What goes wrong here? I use Eclipse with java SE 1.6.0_14 under win XP for testing. I use also two different micros.
It would be nice if you can help me.
> And made some adaptations for the microphone support.
Probably corrections were not accurate. There can be multiple issues here:
1. sphinx4 doesn't work well on windows with microphone (known, should be fixed in trunk).
2. The wave file you were trying to recognize had wrong sample rate.
I suggest you to upload your modification so we could look and try ourselves.
The sample rate of my wave file is the same like in the test.wav.
If you can give me your configuration file for microphone testing and a recorded wav file then it will be nice, too.
I have only copy the live frontend part of the Hallodigits example to test microphone speech.
Hi Falco
Sorry for delay, I finally looked into this.
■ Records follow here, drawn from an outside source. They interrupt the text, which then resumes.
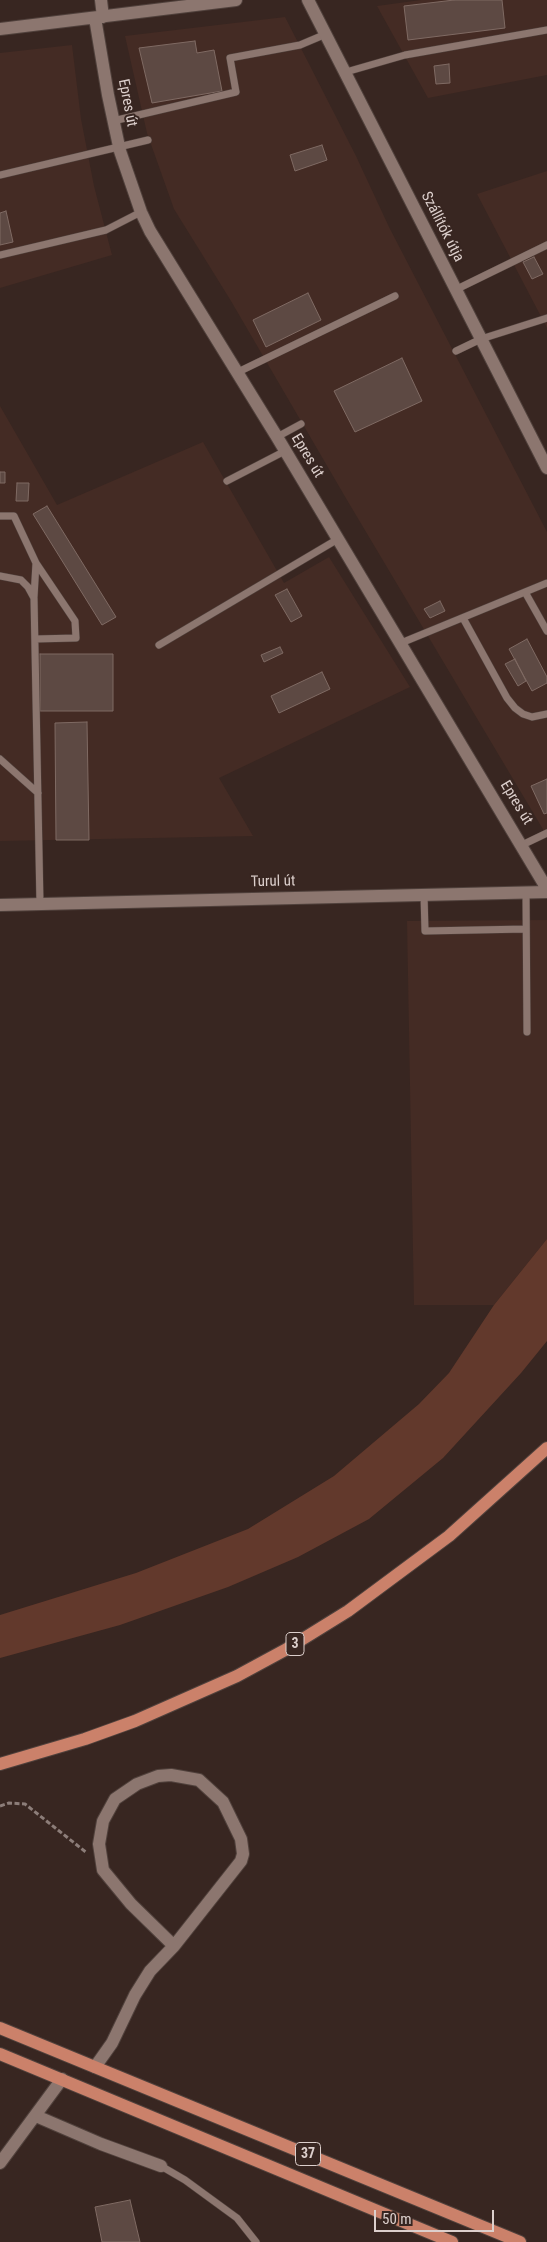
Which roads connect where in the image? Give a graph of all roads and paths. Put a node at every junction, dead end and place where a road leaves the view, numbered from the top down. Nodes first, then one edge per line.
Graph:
1 (101, 0) edge
2 (236, 0) edge
3 (308, 0) edge
4 (99, 18) junction
5 (0, 29) edge
6 (547, 30) edge
7 (326, 34) junction
8 (346, 72) junction
9 (113, 121) junction
10 (148, 140) dead end
11 (119, 147) junction
12 (0, 175) edge
13 (141, 212) junction
14 (547, 245) edge
15 (0, 255) edge
16 (456, 290) junction
17 (395, 296) dead end
18 (547, 318) edge
19 (481, 339) junction
20 (456, 351) dead end
21 (236, 373) junction
22 (301, 424) dead end
23 (277, 437) junction
24 (286, 451) junction
25 (547, 468) edge
26 (227, 481) dead end
27 (0, 516) edge
28 (338, 539) junction
29 (36, 562) junction
30 (0, 576) edge
31 (547, 583) edge
32 (525, 592) junction
33 (34, 598) junction
34 (463, 618) junction
35 (547, 631) edge
36 (35, 639) junction
37 (401, 643) junction
38 (159, 645) dead end
39 (547, 714) edge
40 (0, 759) edge
41 (38, 793) junction
42 (547, 833) edge
43 (522, 845) junction
44 (547, 890) edge
45 (526, 892) junction
46 (424, 895) junction
47 (40, 904) junction
48 (0, 905) edge
49 (526, 929) junction
50 (527, 1032) dead end
51 (547, 1448) edge
52 (0, 1764) edge
53 (0, 1806) edge
54 (100, 1864) junction
55 (174, 1946) junction
56 (0, 2028) edge
57 (0, 2054) edge
58 (95, 2067) junction
59 (62, 2079) junction
60 (36, 2116) junction
61 (0, 2162) edge
62 (161, 2166) joint
63 (256, 2242) edge
64 (452, 2242) edge
65 (520, 2242) edge

1 - 4 street, Epres út
2 - 4 street
3 - 7 street, Szállítók útja
4 - 5 street
4 - 9 street, Epres út
6 - 8 lane
7 - 8 street, Szállítók útja
7 - 9 lane
8 - 16 street, Szállítók útja
9 - 11 street, Epres út
10 - 11 lane
11 - 12 lane
11 - 13 street, Epres út
13 - 15 lane
13 - 21 street, Epres út
14 - 16 lane
16 - 19 street, Szállítók útja
17 - 21 lane
18 - 19 lane
19 - 20 lane
19 - 25 street, Szállítók útja
21 - 23 street, Epres út
22 - 23 lane
23 - 24 street, Epres út
24 - 26 lane
24 - 28 street, Epres út
27 - 29 lane
28 - 37 street, Epres út
28 - 38 lane
29 - 33 lane
29 - 36 lane
30 - 33 lane
31 - 32 lane
32 - 34 lane
32 - 35 lane
33 - 36 lane
34 - 37 lane
34 - 39 lane
36 - 41 lane
37 - 43 street, Epres út
40 - 41 lane
41 - 47 lane
42 - 43 lane
43 - 44 street, Epres út
44 - 45 street, Turul út
45 - 46 street, Turul út
45 - 49 lane
46 - 47 street, Turul út
46 - 49 lane
47 - 48 street, Turul út
49 - 50 lane
51 - 52 main road, 3
53 - 54 path
54 - 55 street
54 - 55 street
55 - 58 street
56 - 58 main road, 37
57 - 59 main road, 37
58 - 65 main road, 37
59 - 60 street
59 - 64 main road, 37
60 - 61 street
60 - 62 street
62 - 63 lane

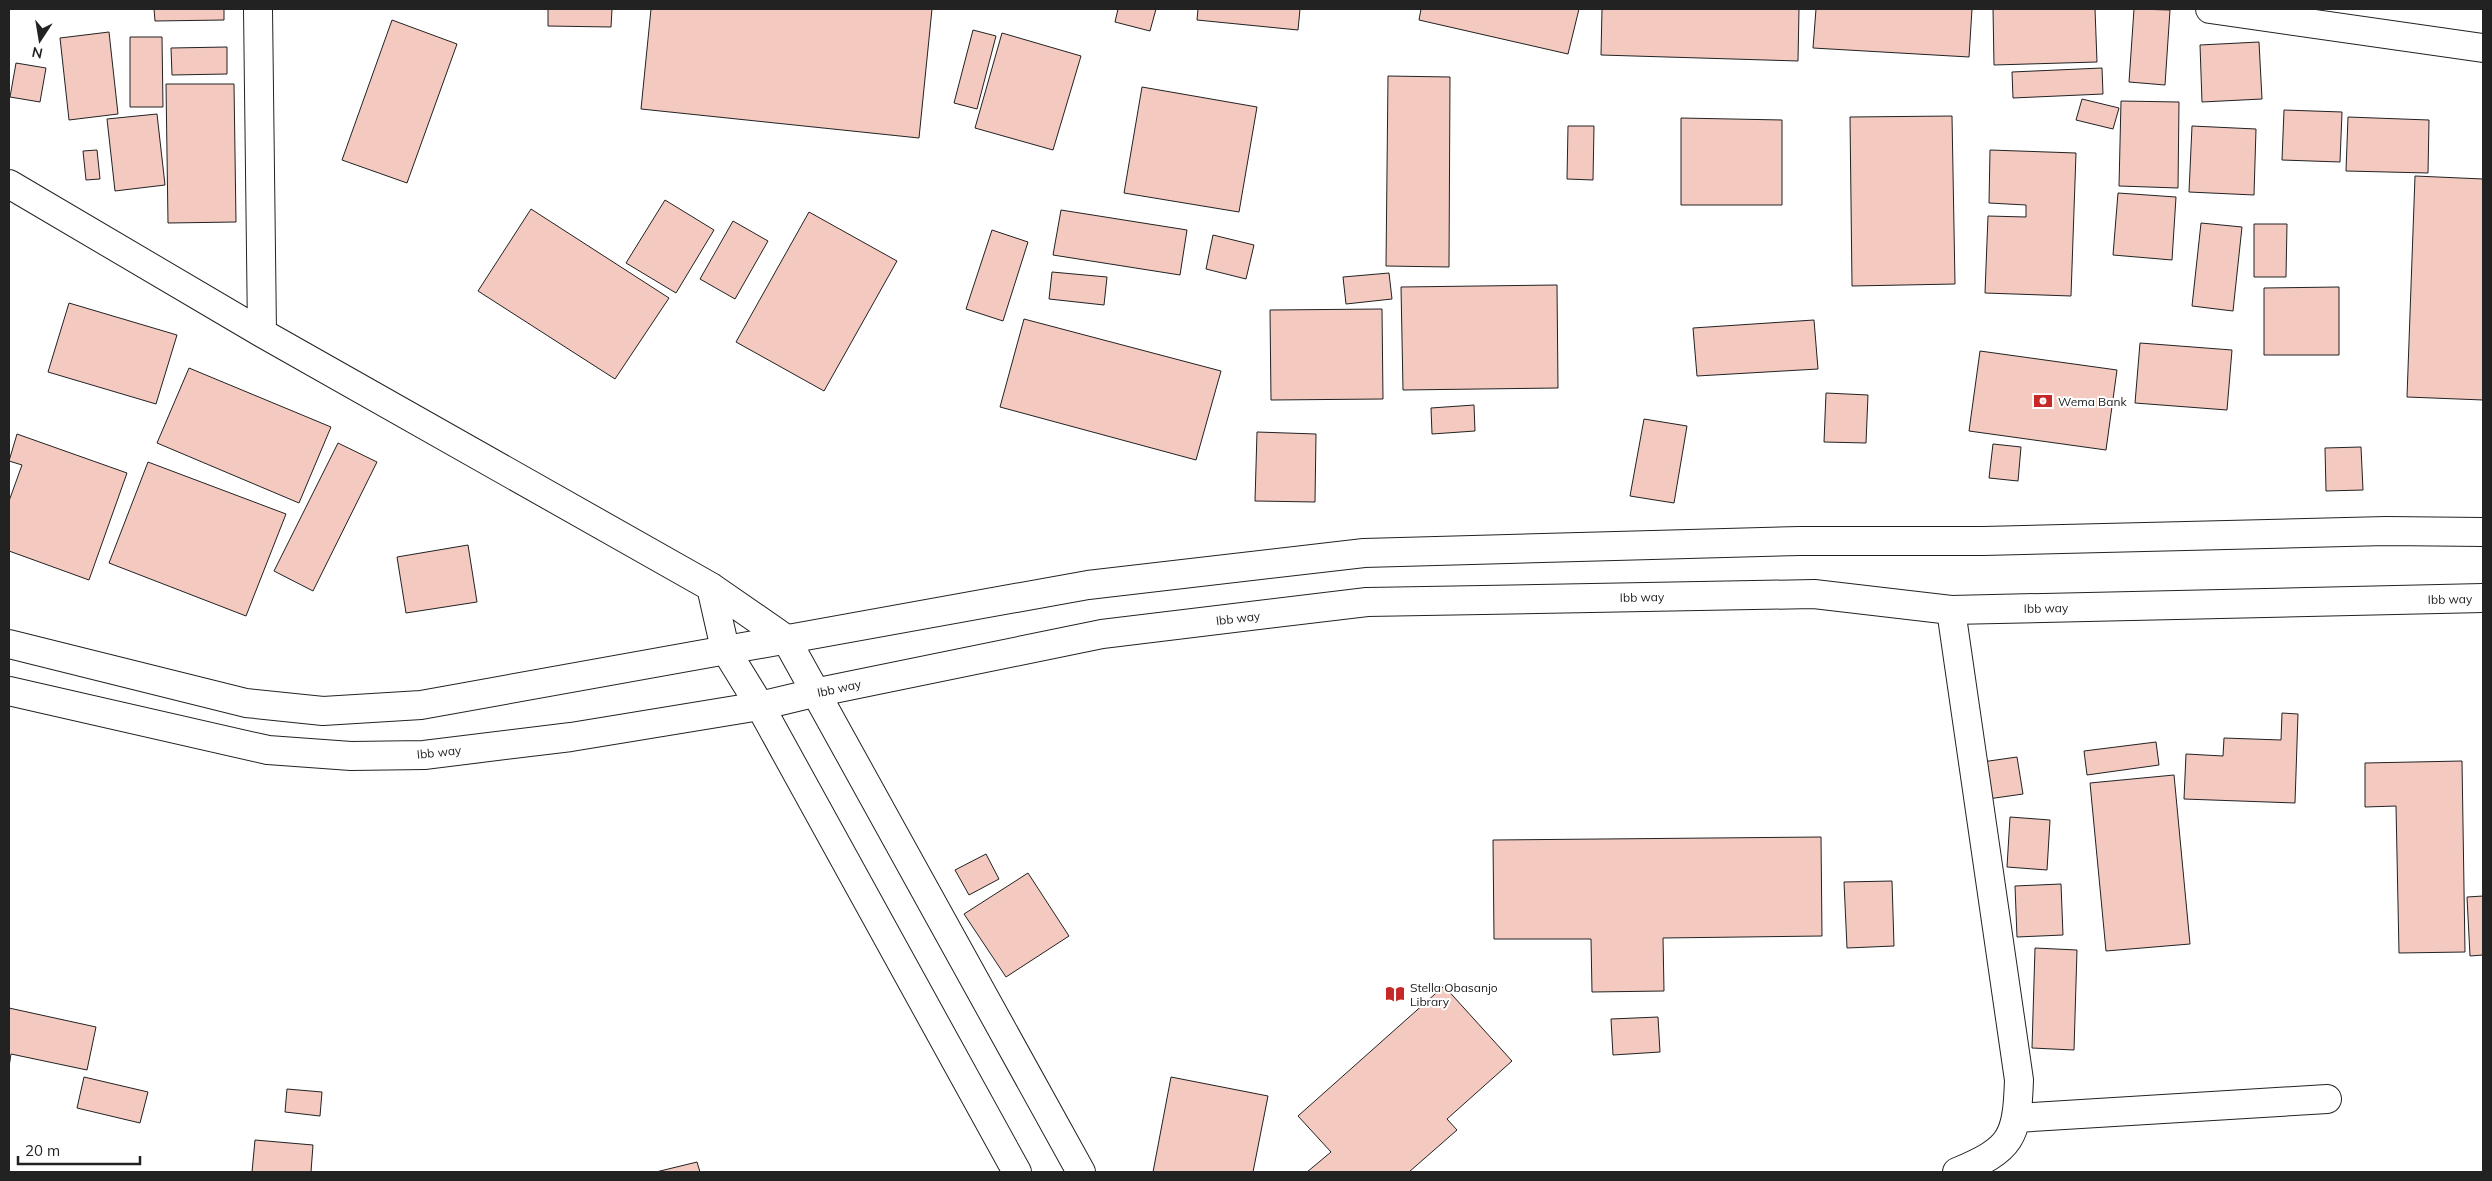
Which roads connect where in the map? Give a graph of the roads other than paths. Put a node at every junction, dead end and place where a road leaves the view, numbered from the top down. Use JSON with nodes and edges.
{"nodes":[{"id":1,"x":258,"y":9,"type":"edge"},
{"id":2,"x":2210,"y":9,"type":"edge"},
{"id":3,"x":2483,"y":48,"type":"edge"},
{"id":4,"x":9,"y":184,"type":"edge"},
{"id":5,"x":262,"y":333,"type":"junction"},
{"id":6,"x":2483,"y":532,"type":"edge"},
{"id":7,"x":711,"y":587,"type":"junction"},
{"id":8,"x":2483,"y":598,"type":"edge"},
{"id":9,"x":1952,"y":610,"type":"junction"},
{"id":10,"x":786,"y":640,"type":"junction"},
{"id":11,"x":9,"y":644,"type":"edge"},
{"id":12,"x":725,"y":649,"type":"junction"},
{"id":13,"x":9,"y":691,"type":"edge"},
{"id":14,"x":814,"y":693,"type":"junction"},
{"id":15,"x":760,"y":706,"type":"junction"},
{"id":16,"x":2327,"y":1099,"type":"dead end"},
{"id":17,"x":2018,"y":1118,"type":"junction"},
{"id":18,"x":1017,"y":1172,"type":"edge"},
{"id":19,"x":1081,"y":1172,"type":"edge"},
{"id":20,"x":1957,"y":1172,"type":"edge"}],
"edges":[{"from":1,"to":5,"type":"main road"},
{"from":2,"to":3,"type":"main road"},
{"from":4,"to":5,"type":"main road"},
{"from":5,"to":7,"type":"main road"},
{"from":6,"to":10,"type":"main road"},
{"from":7,"to":10,"type":"main road"},
{"from":7,"to":12,"type":"main road"},
{"from":8,"to":9,"type":"main road","name":"Ibb way"},
{"from":9,"to":14,"type":"main road","name":"Ibb way"},
{"from":9,"to":17,"type":"main road"},
{"from":10,"to":12,"type":"main road"},
{"from":10,"to":14,"type":"main road"},
{"from":11,"to":12,"type":"main road"},
{"from":12,"to":15,"type":"main road"},
{"from":13,"to":15,"type":"main road","name":"Ibb way"},
{"from":14,"to":15,"type":"main road","name":"Ibb way"},
{"from":14,"to":19,"type":"main road"},
{"from":15,"to":18,"type":"main road"},
{"from":16,"to":17,"type":"main road"},
{"from":17,"to":20,"type":"main road"}]}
I didn't check microphone input but only a wavfile part.
So far my thoughs are:
0) Configuration looks ok.
1) Accuracy is about 40% and it's ok for this type of audio.
2) Audio is not a raw recordings. Recordings with N in the beginning miss the spectrum above 5 kHz. I suppose they were upsampled from 11.25 kHz recordings. That's a bad thing because it doesn't give you a spectrum information you've already lost. You need to train 8kHz model that will use only frequences up to 3500 Hz.
3) The files without N at start have some masking in spectrum. Did you convert them from mp3? It's also critical to use special mp3 decoders to get accuracy. Often it will be plain broken. Again, you need an adaptation/special type of model.
4) DE model obviously is not perfect and needs improvement.